## Listed entries

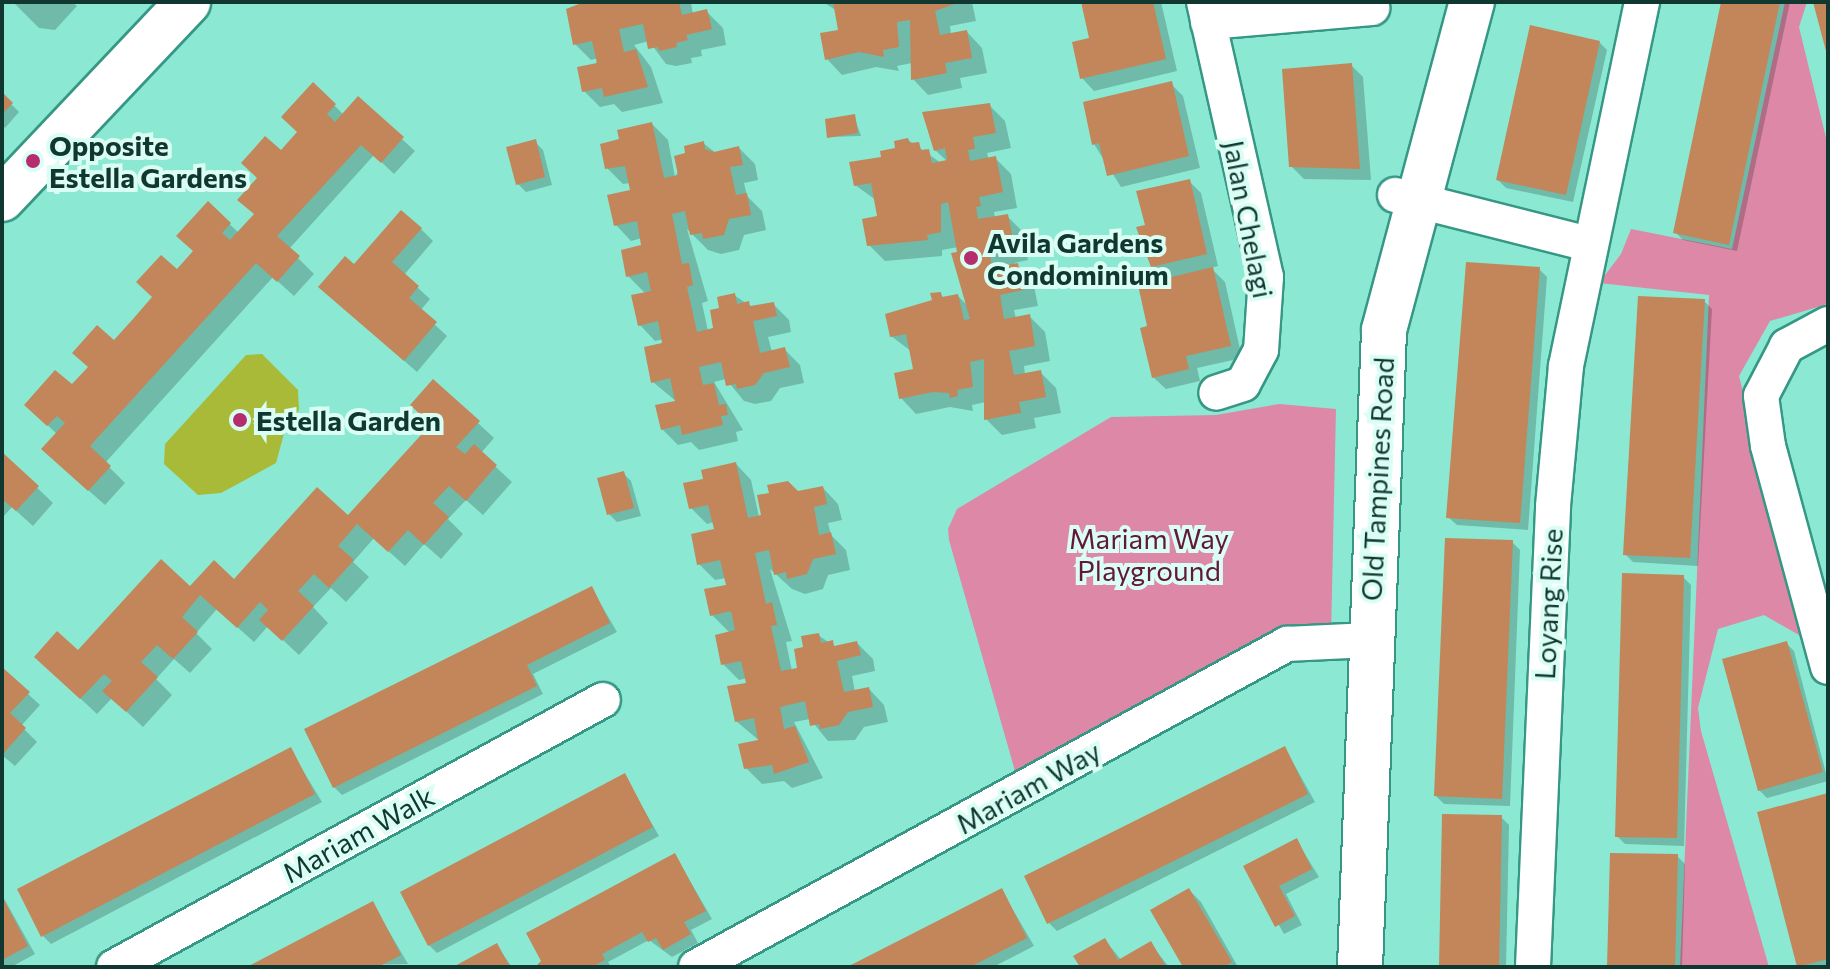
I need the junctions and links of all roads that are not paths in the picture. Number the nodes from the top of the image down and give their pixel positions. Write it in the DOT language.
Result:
graph roads {
  1 [pos="188,2"];
  2 [pos="1446,2"];
  3 [pos="1472,2"];
  4 [pos="1642,2"];
  5 [pos="1372,8"];
  6 [pos="1206,12"];
  7 [pos="1406,198"];
  8 [pos="2,199"];
  9 [pos="1588,244"];
  10 [pos="1828,324"];
  11 [pos="1216,393"];
  12 [pos="1357,640"];
  13 [pos="1828,667"];
  14 [pos="603,700"];
  15 [pos="114,967"];
  16 [pos="696,967"];
  17 [pos="1336,967"];
  18 [pos="1360,967"];
  19 [pos="1533,967"];
  1 -- 8 [label="street"];
  2 -- 7 [label="street, Old Tampines Road"];
  3 -- 7 [label="street, Old Tampines Road"];
  4 -- 9 [label="street, Loyang Rise"];
  5 -- 6 [label="street, Jalan Chelagi"];
  6 -- 11 [label="street, Jalan Chelagi"];
  7 -- 9 [label="street"];
  7 -- 12 [label="street, Old Tampines Road"];
  9 -- 19 [label="street, Loyang Rise"];
  10 -- 13 [label="street"];
  12 -- 16 [label="street, Mariam Way"];
  12 -- 17 [label="street, Old Tampines Road"];
  12 -- 18 [label="street, Old Tampines Road"];
  14 -- 15 [label="street, Mariam Walk"];
}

## Your objective
Repeat the data exactly as given. Keep every picture out of the copy.

## Answer to this exercise
I need the junctions and links of all roads that are not paths in the picture. Number the nodes from the top of the image down and give their pixel positions. Write it in the DOT language.
Result:
graph roads {
  1 [pos="188,2"];
  2 [pos="1446,2"];
  3 [pos="1472,2"];
  4 [pos="1642,2"];
  5 [pos="1372,8"];
  6 [pos="1206,12"];
  7 [pos="1406,198"];
  8 [pos="2,199"];
  9 [pos="1588,244"];
  10 [pos="1828,324"];
  11 [pos="1216,393"];
  12 [pos="1357,640"];
  13 [pos="1828,667"];
  14 [pos="603,700"];
  15 [pos="114,967"];
  16 [pos="696,967"];
  17 [pos="1336,967"];
  18 [pos="1360,967"];
  19 [pos="1533,967"];
  1 -- 8 [label="street"];
  2 -- 7 [label="street, Old Tampines Road"];
  3 -- 7 [label="street, Old Tampines Road"];
  4 -- 9 [label="street, Loyang Rise"];
  5 -- 6 [label="street, Jalan Chelagi"];
  6 -- 11 [label="street, Jalan Chelagi"];
  7 -- 9 [label="street"];
  7 -- 12 [label="street, Old Tampines Road"];
  9 -- 19 [label="street, Loyang Rise"];
  10 -- 13 [label="street"];
  12 -- 16 [label="street, Mariam Way"];
  12 -- 17 [label="street, Old Tampines Road"];
  12 -- 18 [label="street, Old Tampines Road"];
  14 -- 15 [label="street, Mariam Walk"];
}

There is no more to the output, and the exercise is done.